The Newborn’s First Minutes
Newborns usually breathe and cry on their own. Between spontaneous cries, the first breaths of air bring oxygen to the lungs and blood, and the infant’s color changes from bluish to pinkish. (Pinkish refers to blood color, visible beneath the skin, and applies to newborns of all hues.) Eyes open wide; tiny fingers grab; even tinier toes stretch and retract. The newborn is instantly, zestfully, ready for life.
Nevertheless, there is much to be done. If birth occurs with a trained professional, mucus in the baby’s throat is removed, especially if the first breaths seem shallow or strained. The umbilical cord is cut to detach the placenta, leaving an inch or so of the cord, which dries up and falls off several days later to leave the belly button. The infant is often given to the mother to preserve its body heat and to breast-feed a first meal of colostrum, a thick substance that helps the newborn’s digestive and immune systems. Either before or after the mother holds the baby, the attending doctor or midwife weighs and examines the newborn, making sure that lungs, heart, legs, spine and so on are all as they should be.
One widely used assessment of infant health is the Apgar scale (see Table 4.3), first developed by Dr. Virginia Apgar. When she earned her MD from Columbia Medical School in 1933, Apgar wanted to become a surgeon but was told that only men did surgery. Consequently, she became an anesthesiologist. She saw that “delivery room doctors focused on mothers and paid little attention to babies. Those who were small and struggling were often left to die” (Beck, 2009, p. D-1).
To save those young lives, Apgar developed a simple rating scale of five vital signs—color, heart rate, cry, muscle tone, and breathing—to alert doctors to newborn health. Since 1950, birth attendants worldwide have used the Apgar (often remembering the acronym “Appearance, Pulse, Grimace, Activity, and Respiration”) at one minute and again at five minutes after birth, assigning each vital sign a score of 0, 1, or 2. (See also Visualizing Development, p. 126.)

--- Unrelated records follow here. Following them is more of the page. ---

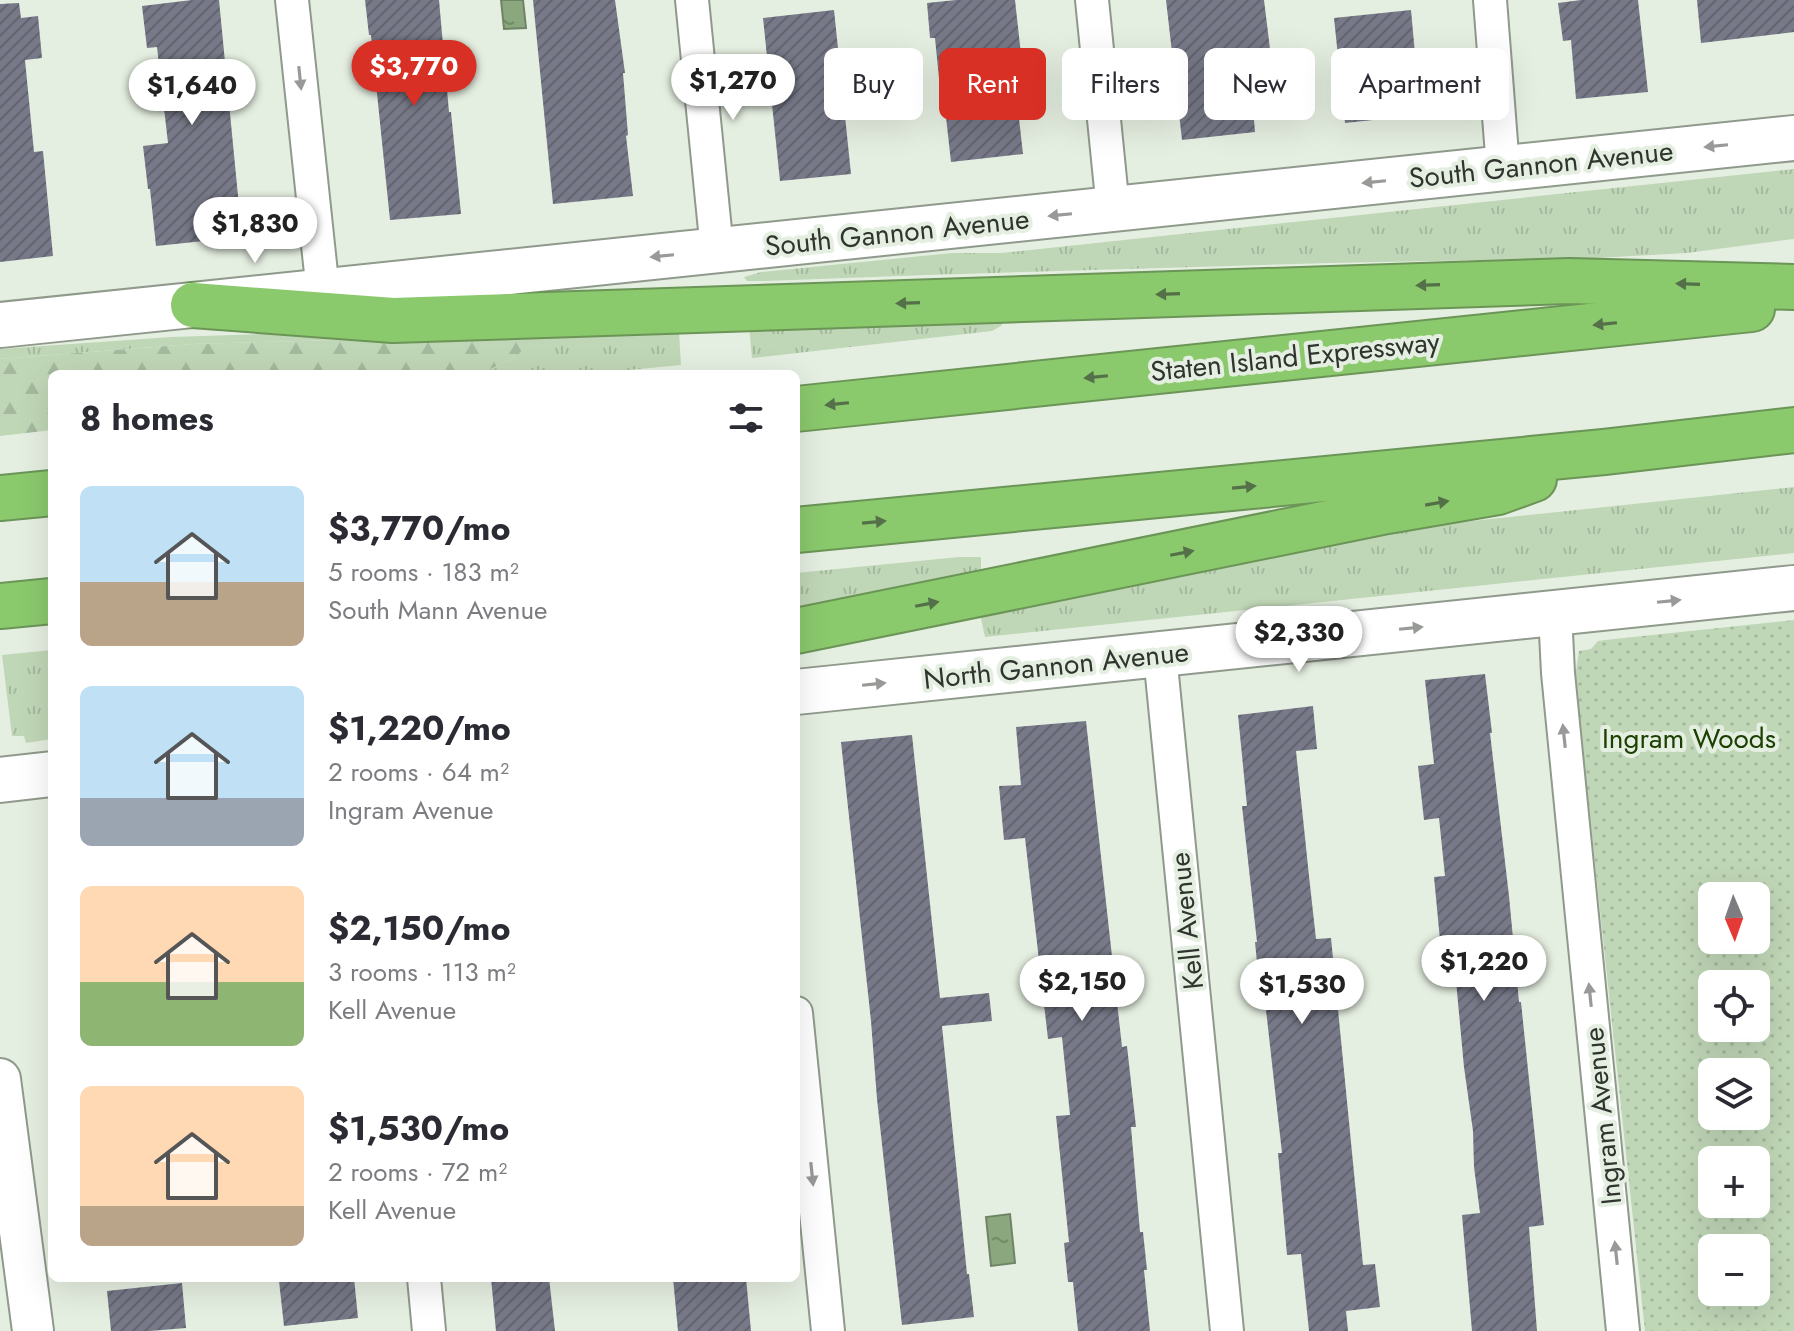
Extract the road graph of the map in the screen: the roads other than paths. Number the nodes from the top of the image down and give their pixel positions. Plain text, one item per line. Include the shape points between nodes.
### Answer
1 (292, 0) edge
2 (692, 0) edge
3 (1092, 0) edge
4 (1490, 0) edge
5 (1794, 138) edge
6 (1503, 168) junction
7 (1113, 209) junction
8 (717, 250) junction
9 (1794, 287) edge
10 (323, 292) junction
11 (1794, 304) edge
12 (193, 305) junction
13 (0, 325) edge
14 (800, 409) edge
15 (1794, 430) edge
16 (1604, 452) junction
17 (48, 493) edge
18 (0, 498) edge
19 (800, 530) edge
20 (1794, 588) edge
21 (48, 601) edge
22 (0, 606) edge
23 (1555, 613) junction
24 (800, 630) edge
25 (1160, 655) junction
26 (800, 692) edge
27 (48, 774) edge
28 (0, 780) edge
29 (800, 1053) edge
30 (0, 1079) edge
31 (424, 1282) edge
32 (33, 1331) edge
33 (429, 1331) edge
34 (828, 1331) edge
35 (1227, 1331) edge
36 (1623, 1331) edge

1 -> 10 street
2 - 8 street
3 - 7 street
4 - 6 street
5 -> 6 main road, South Gannon Avenue
6 -> 7 main road, South Gannon Avenue
7 -> 8 main road, South Gannon Avenue
8 -> 10 main road, South Gannon Avenue
9 -> 12 highway via 1569,281 393,320
10 - 12 main road, South Gannon Avenue
11 -> 14 highway, Staten Island Expressway
12 - 13 main road, South Gannon Avenue
15 - 16 highway
19 -> 16 highway
24 -> 16 highway via 1498,492
17 - 18 highway
23 -> 20 main road, North Gannon Avenue
21 - 22 highway
25 -> 23 main road, North Gannon Avenue
36 -> 23 street, Ingram Avenue
26 -> 25 main road, North Gannon Avenue
25 - 35 street, Kell Avenue
27 - 28 main road
29 -> 34 street
30 - 32 street
31 - 33 street

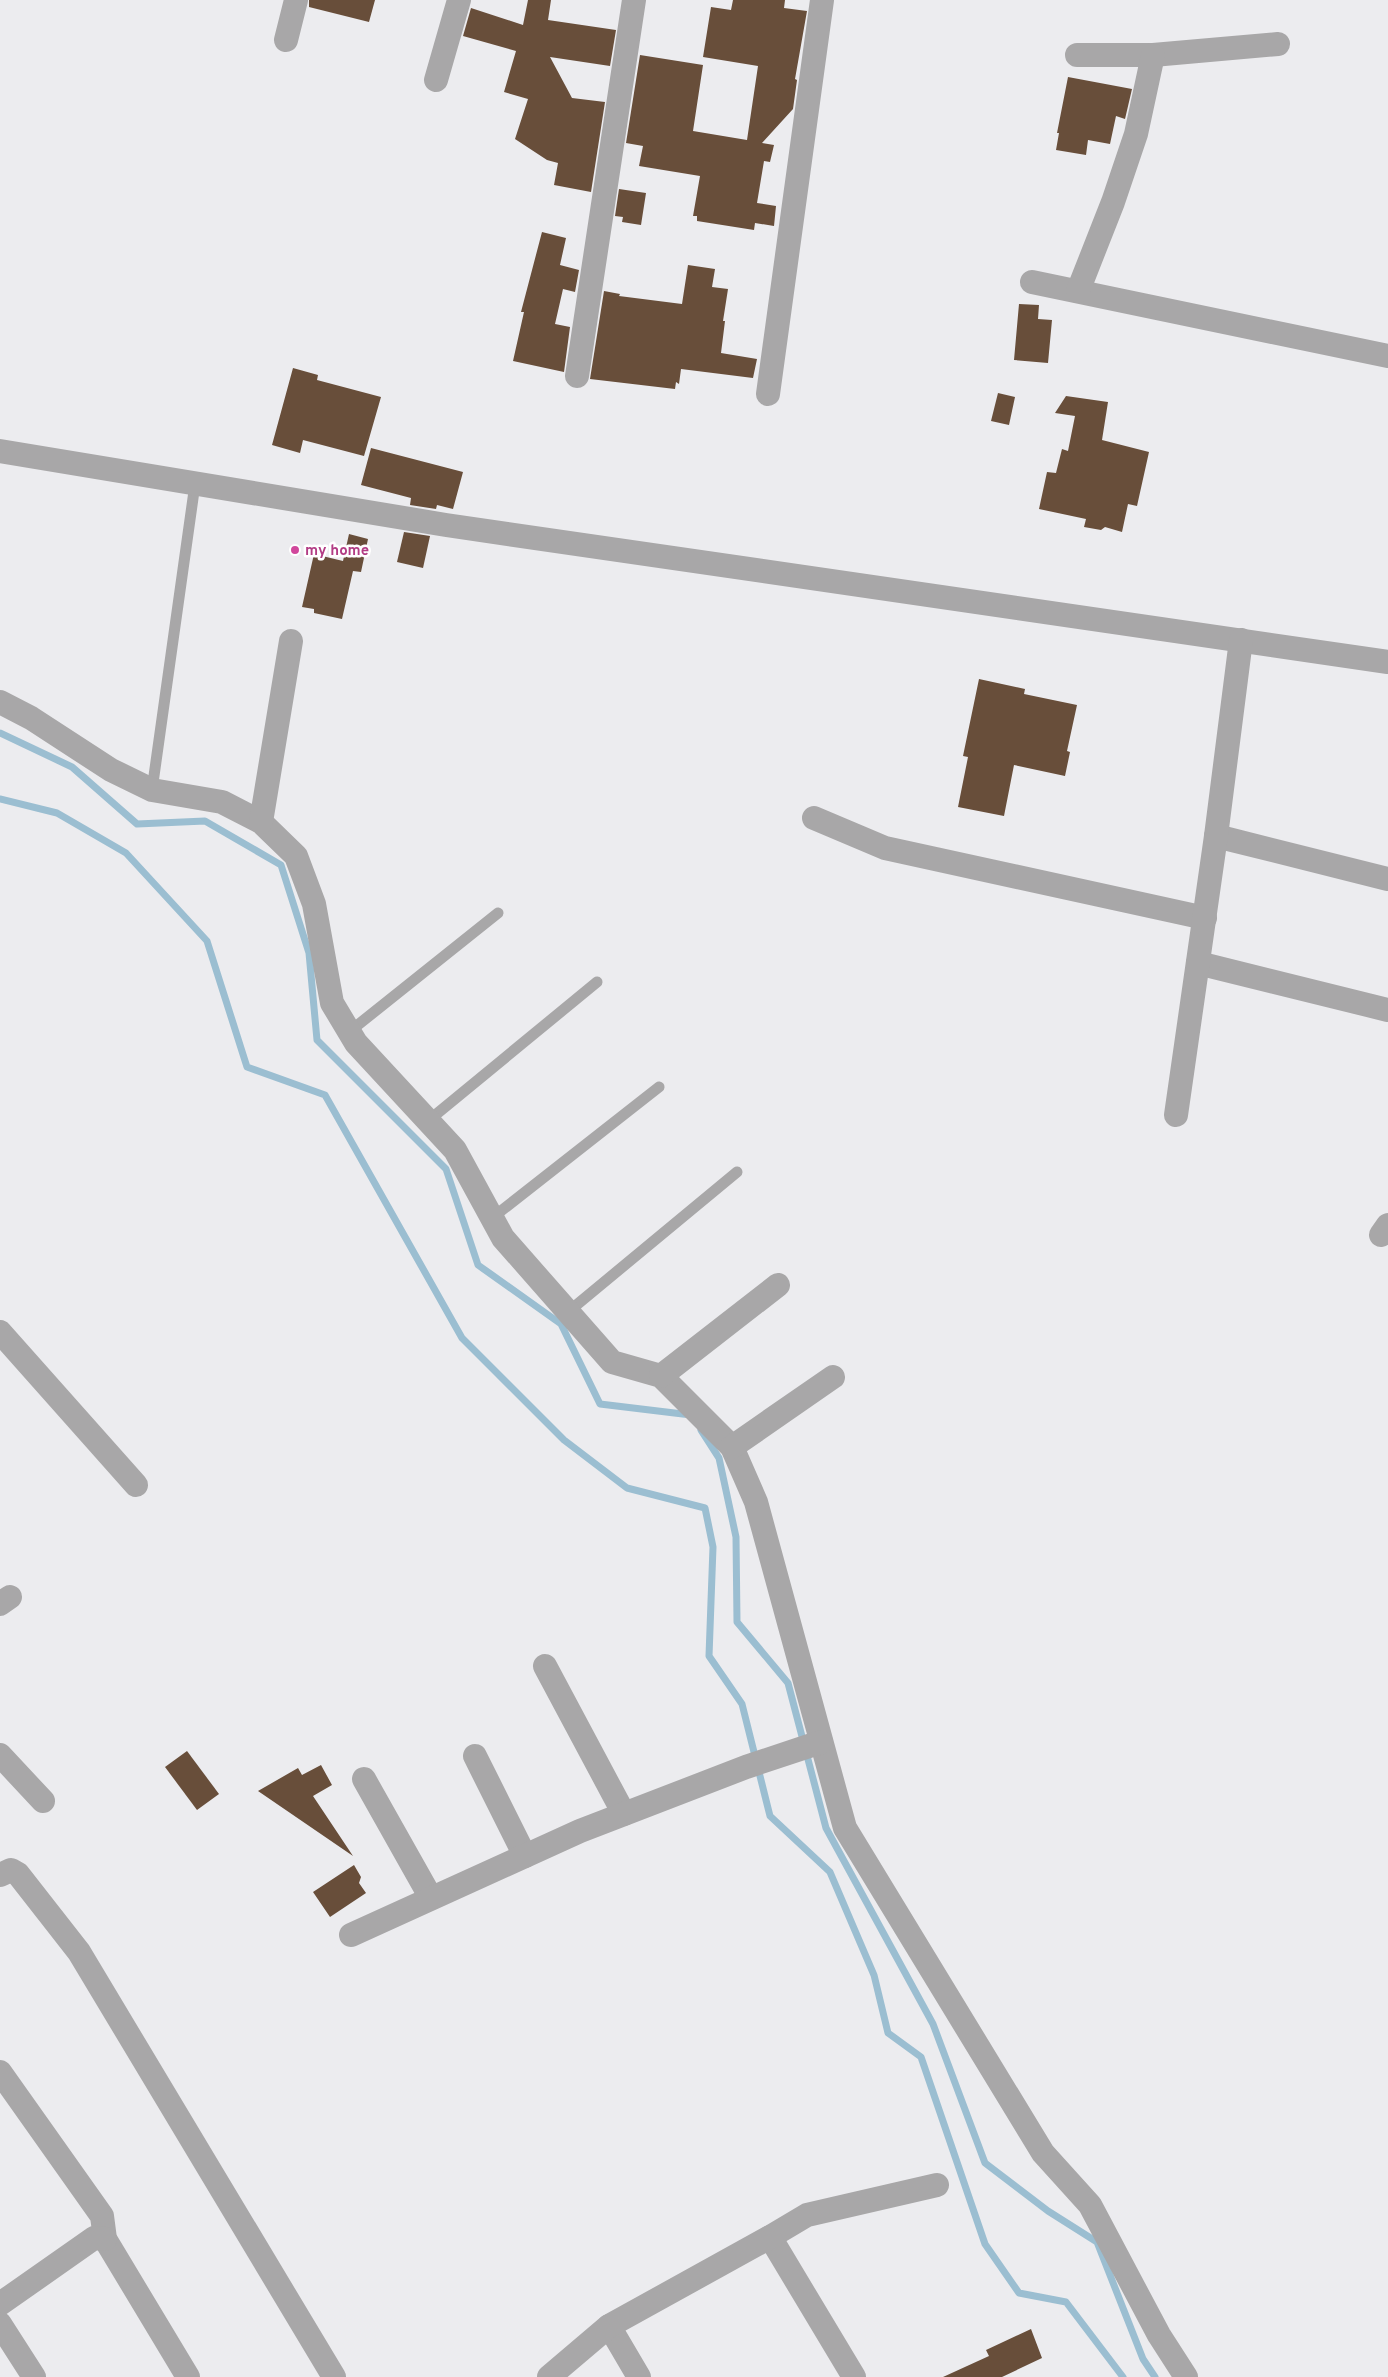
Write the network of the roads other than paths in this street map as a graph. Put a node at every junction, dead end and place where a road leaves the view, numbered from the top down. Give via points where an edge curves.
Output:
1 (296, 0) edge
2 (459, 0) edge
3 (634, 0) edge
4 (822, 0) edge
5 (286, 40) dead end
6 (1278, 44) dead end
7 (1077, 55) dead end
8 (1153, 55) junction
9 (436, 80) dead end
10 (1032, 282) dead end
11 (1078, 291) junction
12 (1388, 356) edge
13 (577, 376) dead end
14 (768, 394) dead end
15 (0, 451) edge
16 (195, 484) junction
17 (1241, 640) junction
18 (291, 641) dead end
19 (1388, 662) edge
20 (0, 702) edge
21 (152, 790) junction
22 (814, 818) dead end
23 (261, 822) junction
24 (1216, 836) junction
25 (1388, 879) edge
26 (498, 913) dead end
27 (1204, 918) junction
28 (1198, 963) junction
29 (598, 982) dead end
30 (1388, 1010) edge
31 (349, 1032) junction
32 (659, 1087) dead end
33 (1176, 1115) dead end
34 (428, 1121) junction
35 (737, 1172) dead end
36 (492, 1218) junction
37 (778, 1285) dead end
38 (568, 1312) junction
39 (0, 1332) edge
40 (661, 1376) junction
41 (832, 1376) dead end
42 (732, 1447) junction
43 (136, 1485) dead end
44 (545, 1666) dead end
45 (821, 1742) junction
46 (0, 1755) edge
47 (475, 1756) dead end
48 (364, 1779) dead end
49 (43, 1801) dead end
50 (624, 1814) junction
51 (525, 1856) junction
52 (0, 1875) edge
53 (432, 1898) junction
54 (351, 1935) dead end
55 (0, 2072) edge
56 (937, 2185) dead end
57 (770, 2237) junction
58 (105, 2239) junction
59 (0, 2304) edge
60 (0, 2324) edge
61 (608, 2326) junction
62 (34, 2377) edge
63 (188, 2377) edge
64 (334, 2377) edge
65 (549, 2377) edge
66 (639, 2377) edge
67 (854, 2377) edge
68 (1186, 2377) edge

1 - 5 street
2 - 9 street
3 - 13 street
4 - 14 street
6 - 8 street
7 - 8 street
8 - 11 street via 1136,134 1114,202
10 - 11 street
11 - 12 street
15 - 16 street
16 - 17 street via 446,525
16 - 21 lane
17 - 19 street
17 - 24 street
18 - 23 street
20 - 21 street via 110,770
21 - 23 street via 222,802
22 - 27 street via 885,848
23 - 31 street via 296,856 314,904 332,1003
24 - 25 street
24 - 27 street
26 - 31 lane
27 - 28 street
28 - 30 street
28 - 33 street
29 - 34 lane
31 - 34 street
32 - 36 lane
34 - 36 street via 455,1150
35 - 38 lane
36 - 38 street via 503,1238
37 - 40 street
38 - 40 street via 612,1362
39 - 43 street
40 - 42 street
41 - 42 street
42 - 45 street via 756,1502
44 - 50 street
45 - 50 street
45 - 68 street via 845,1828 1043,2153 1090,2205 1159,2336
46 - 49 street
47 - 51 street
48 - 53 street
50 - 51 street
51 - 53 street
52 - 64 street via 11,1870 18,1874 79,1952
53 - 54 street
55 - 58 street via 102,2216
56 - 57 street via 807,2215
57 - 61 street
57 - 67 street
58 - 59 street via 94,2238
58 - 63 street
60 - 62 street
61 - 65 street
61 - 66 street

If the five-minute Apgar is 7 or higher, the baby is okay. If the five-minute total is below 7, emergency help is needed (the hospital loudspeaker may say, “Paging Dr. Apgar”).
The Cesarean
Midwives are as skilled at delivering babies as physicians, but in the United States only medical doctors are licensed to perform surgery. One-third of U.S. births occur via cesarean section (c-section, or simply section), whereby the fetus is removed through incisions in the mother’s abdomen. Cesareans are controversial: The World Health Organization suggested that c-sections are medically indicated in only 15 percent of births. In some nations, cesareans are less than 5 percent of births, and birth is hazardous for both mother and child.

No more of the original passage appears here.